Lucas shifted about and kicked the desk leg, presumably in frustration at the question he was currently tackling, and Mr Oakapple returned abruptly to the unwelcome present where he was sitting with his nose in a tedious and dusty book, and his only companion was a sullen twelve year old. He pushed the memories to the back of his mind again.

“Don’t fidget, Lucas,” he said, absent-mindedly.

He must do something, he thought with decision, as he stared out of the window. Sir Randolph must pay; something must be done for Denny while there was hope he remained alive. He tightened his grip on the book unconsciously. Mr Oakapple’s anger was not any the less because it had been hidden and silent for all these years.

*

“You,” said Sir Randolph, on seeing Mr Oakapple arrive in his study. “What do _you_ want?”

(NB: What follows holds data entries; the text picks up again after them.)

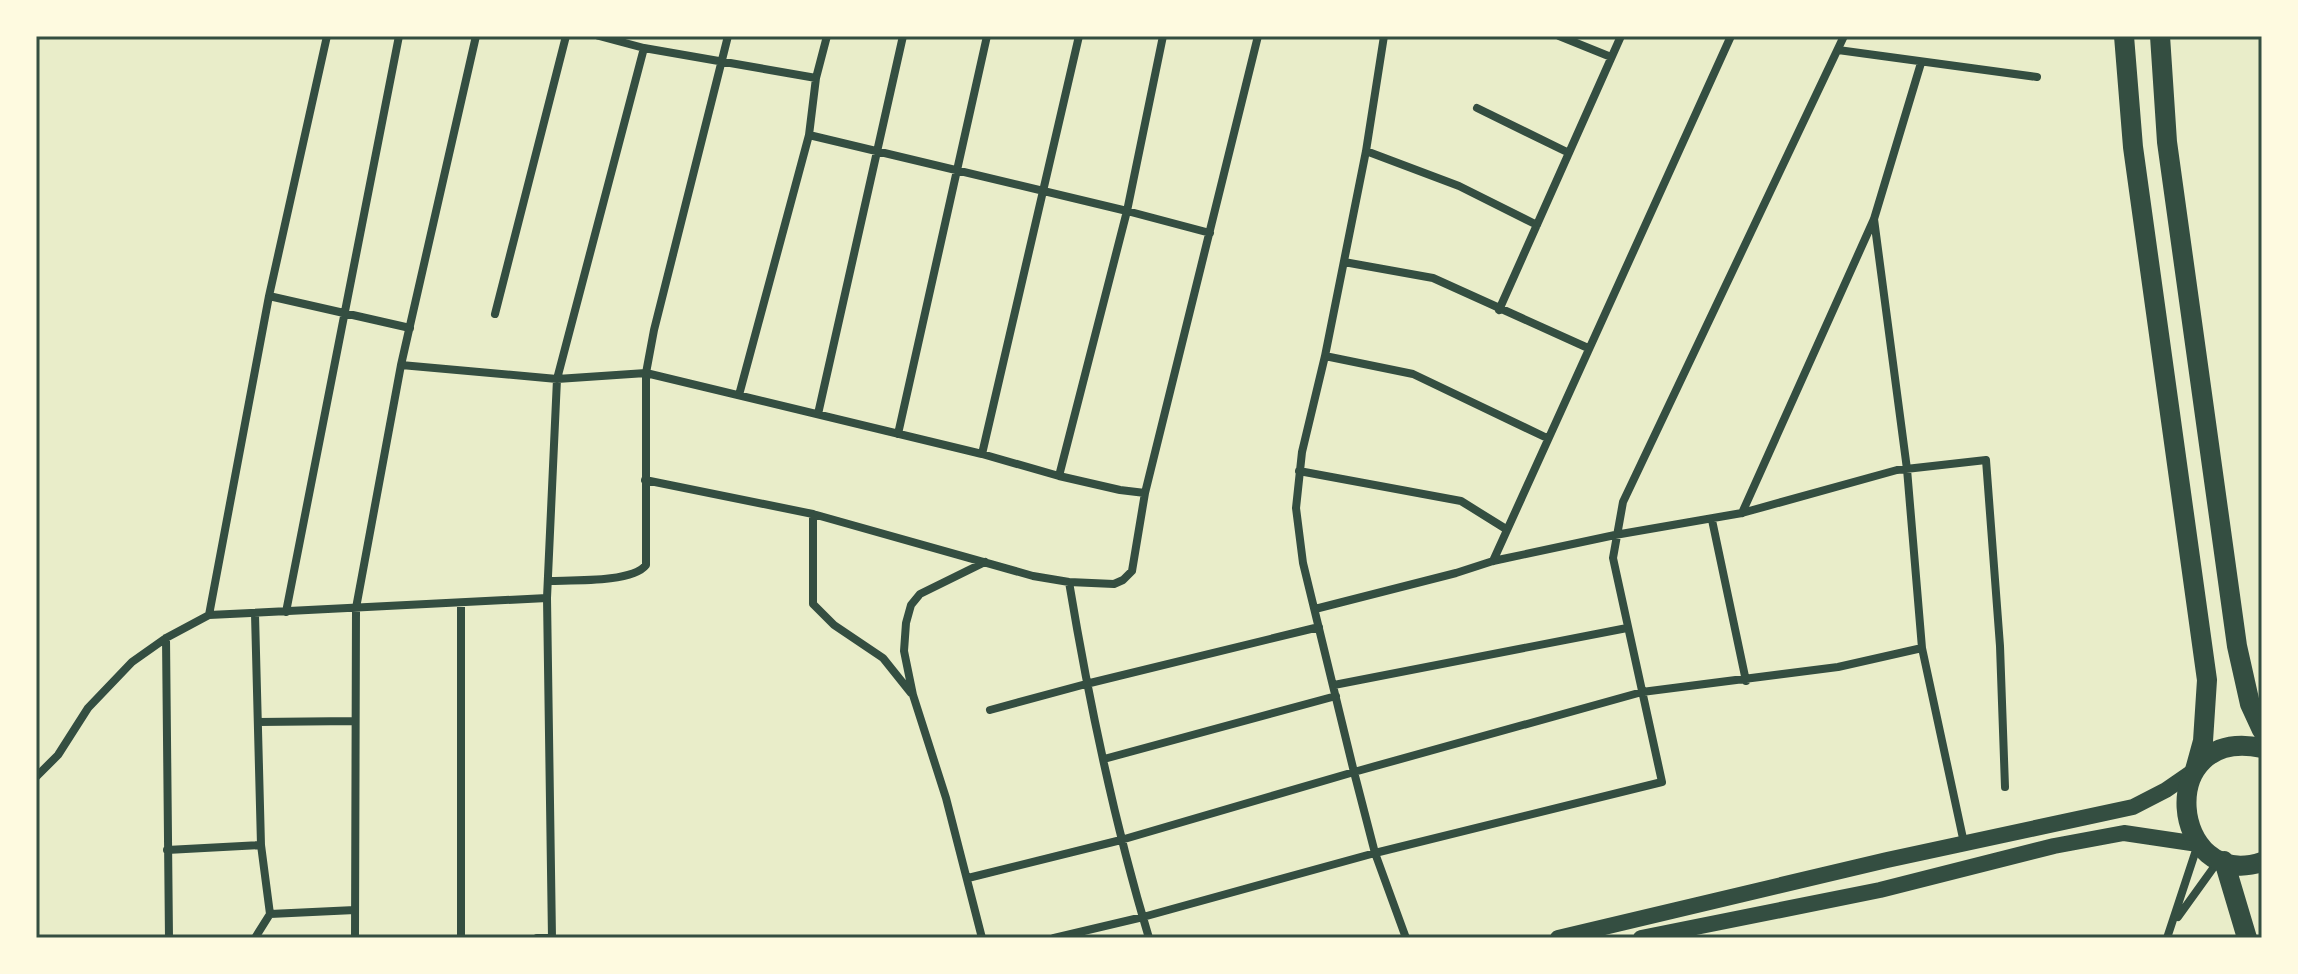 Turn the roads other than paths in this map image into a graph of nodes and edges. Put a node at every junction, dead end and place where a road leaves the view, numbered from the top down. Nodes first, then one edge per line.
1 (327, 36) edge
2 (399, 36) edge
3 (476, 36) edge
4 (566, 36) edge
5 (599, 36) edge
6 (728, 36) edge
7 (827, 36) edge
8 (903, 36) edge
9 (987, 36) edge
10 (1079, 36) edge
11 (1163, 36) edge
12 (1258, 36) edge
13 (1384, 36) edge
14 (1559, 36) edge
15 (1621, 36) edge
16 (1731, 36) edge
17 (1844, 36) edge
18 (2124, 36) edge
19 (2160, 36) edge
20 (644, 48) junction
21 (1838, 50) junction
22 (1611, 57) junction
23 (722, 61) junction
24 (1921, 63) junction
25 (2037, 77) dead end
26 (816, 78) junction
27 (1477, 108) dead end
28 (809, 135) junction
29 (876, 151) junction
30 (1366, 151) junction
31 (1569, 153) junction
32 (957, 170) junction
33 (1043, 191) junction
34 (1127, 211) junction
35 (1874, 219) junction
36 (1537, 225) junction
37 (1210, 233) junction
38 (1344, 262) junction
39 (269, 296) junction
40 (1499, 310) junction
41 (344, 312) junction
42 (495, 314) dead end
43 (410, 328) junction
44 (1588, 348) junction
45 (1325, 356) junction
46 (401, 365) junction
47 (646, 373) junction
48 (557, 379) junction
49 (739, 395) junction
50 (818, 414) junction
51 (898, 434) junction
52 (1547, 438) junction
53 (982, 454) junction
54 (1907, 469) junction
55 (1299, 471) junction
56 (1059, 476) junction
57 (645, 480) junction
58 (1145, 493) junction
59 (1742, 513) junction
60 (813, 514) junction
61 (1712, 520) junction
62 (1506, 529) junction
63 (1615, 535) junction
64 (1493, 561) junction
65 (985, 562) junction
66 (549, 581) junction
67 (1069, 582) junction
68 (547, 598) junction
69 (461, 603) junction
70 (356, 608) junction
71 (1315, 609) junction
72 (286, 612) junction
73 (255, 614) junction
74 (209, 615) junction
75 (1319, 627) junction
76 (1627, 628) junction
77 (166, 638) junction
78 (1922, 648) junction
79 (1746, 681) junction
80 (1086, 684) junction
81 (1334, 685) junction
82 (1642, 692) junction
83 (913, 695) junction
84 (1336, 696) junction
85 (990, 710) dead end
86 (355, 721) junction
87 (258, 722) junction
88 (2262, 730) edge
89 (2262, 748) edge
90 (1104, 759) junction
91 (2195, 770) junction
92 (1354, 772) junction
93 (36, 777) edge
94 (2005, 787) dead end
95 (1121, 840) junction
96 (1964, 843) junction
97 (2198, 844) junction
98 (261, 845) junction
99 (167, 850) junction
100 (1375, 853) junction
101 (2222, 861) junction
102 (2262, 862) edge
103 (968, 878) junction
104 (355, 910) junction
105 (270, 914) junction
106 (1143, 917) junction
107 (2173, 924) junction
108 (1705, 932) edge
109 (169, 938) edge
110 (255, 938) edge
111 (355, 938) edge
112 (461, 938) edge
113 (537, 938) edge
114 (552, 938) edge
115 (982, 938) edge
116 (1054, 938) edge
117 (1149, 938) edge
118 (1406, 938) edge
119 (1558, 938) edge
120 (1641, 938) edge
121 (2167, 938) edge
122 (2247, 938) edge

1 - 39 street
2 - 41 street
3 - 43 street
4 - 42 street
5 - 20 street
6 - 23 street
7 - 26 street
8 - 29 street
9 - 32 street
10 - 33 street
11 - 34 street
12 - 37 street
13 - 30 street
14 - 22 street
15 - 22 street
16 - 44 street
17 - 21 street
18 - 91 highway
19 - 88 highway
20 - 23 street
20 - 48 street
21 - 24 street
21 - 63 street
22 - 31 street
23 - 26 street
23 - 47 street
24 - 25 street
24 - 35 street
26 - 28 street
27 - 31 street
28 - 29 street
28 - 49 street
29 - 32 street
29 - 50 street
30 - 36 street
30 - 38 street
31 - 36 street
32 - 33 street
32 - 51 street
33 - 34 street
33 - 53 street
34 - 37 street
34 - 56 street
35 - 54 street
35 - 59 street
36 - 40 street
37 - 58 street
38 - 40 street
38 - 45 street
39 - 41 street
39 - 74 street
40 - 44 street
41 - 43 street
41 - 72 street
43 - 46 street
44 - 52 street
45 - 52 street
45 - 55 street
46 - 48 street
46 - 70 street
47 - 48 street
47 - 49 street
47 - 57 street
48 - 66 street
49 - 50 street
50 - 51 street
51 - 53 street
52 - 62 street
53 - 56 street
54 - 59 street
54 - 78 street
54 - 94 street
55 - 62 street
55 - 71 street
56 - 58 street
57 - 60 street
57 - 66 street
58 - 67 street
59 - 61 street
60 - 65 street
60 - 83 street
61 - 63 street
61 - 79 street
62 - 64 street
63 - 64 street
63 - 76 street
64 - 71 street
65 - 67 street
65 - 83 street
66 - 68 street
67 - 80 street
68 - 69 street
68 - 114 street
69 - 70 street
69 - 112 street
70 - 72 street
70 - 86 street
71 - 75 street
72 - 73 street
73 - 74 street
73 - 87 street
74 - 77 street
75 - 80 street
75 - 81 street
76 - 81 street
76 - 82 street
77 - 93 street
77 - 99 street
78 - 79 street
78 - 96 street
79 - 82 street
80 - 85 street
80 - 90 street
81 - 84 street
82 - 92 street
82 - 100 street
83 - 103 street
84 - 90 street
84 - 92 street
86 - 87 street
86 - 104 street
87 - 98 street
89 - 91 highway
90 - 95 street
91 - 96 main road
91 - 97 highway
92 - 95 street
92 - 100 street
95 - 103 street
95 - 106 street
96 - 119 main road
97 - 101 highway
97 - 107 street
97 - 108 main road
98 - 99 street
98 - 105 street
99 - 109 street
100 - 106 street
100 - 118 street
101 - 102 highway
101 - 107 street
101 - 122 highway
103 - 115 street
104 - 105 street
104 - 111 street
105 - 110 street
106 - 116 street
106 - 117 street
107 - 121 street
108 - 120 main road
113 - 114 street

Mr Oakapple paused in the doorway, holding a sheet of paper. “I had thought you might wish to speak to me about Lucas.”

“Oh, the tutor,” he said again. “What is it? Can’t you get on with your work without plaguing me? Can’t handle the brat, eh?” He slurred the last sentence.

Cautiously, Mr Oakapple moved further into the room. He hadn’t expected Sir Randolph to want to talk about Lucas; it would have been a pleasant surprise if he had. He had come here because it was the only way to make his decision.

“You’ll have learned your numbers, no doubt; you can see to these, why not?” Sir Randolph demanded, suddenly, before Mr Oakapple could speak again. He lurched over towards the desk, covered in unsorted papers of varying age and size. He stumbled, losing his grip on one of the sticks and wincing and then cursing loudly as he did so.

Mr Oakapple steadied him without thinking, and handed back his stick. He couldn’t do it, he realised. He should have known that, faced with the reality of a sick, elderly man, however wicked and curmudgeonly he might be, he could hardly try to kill him. The intention had lasted only as long as it was hypothetical. He wasn’t sure whether to be dismayed or relieved by that knowledge.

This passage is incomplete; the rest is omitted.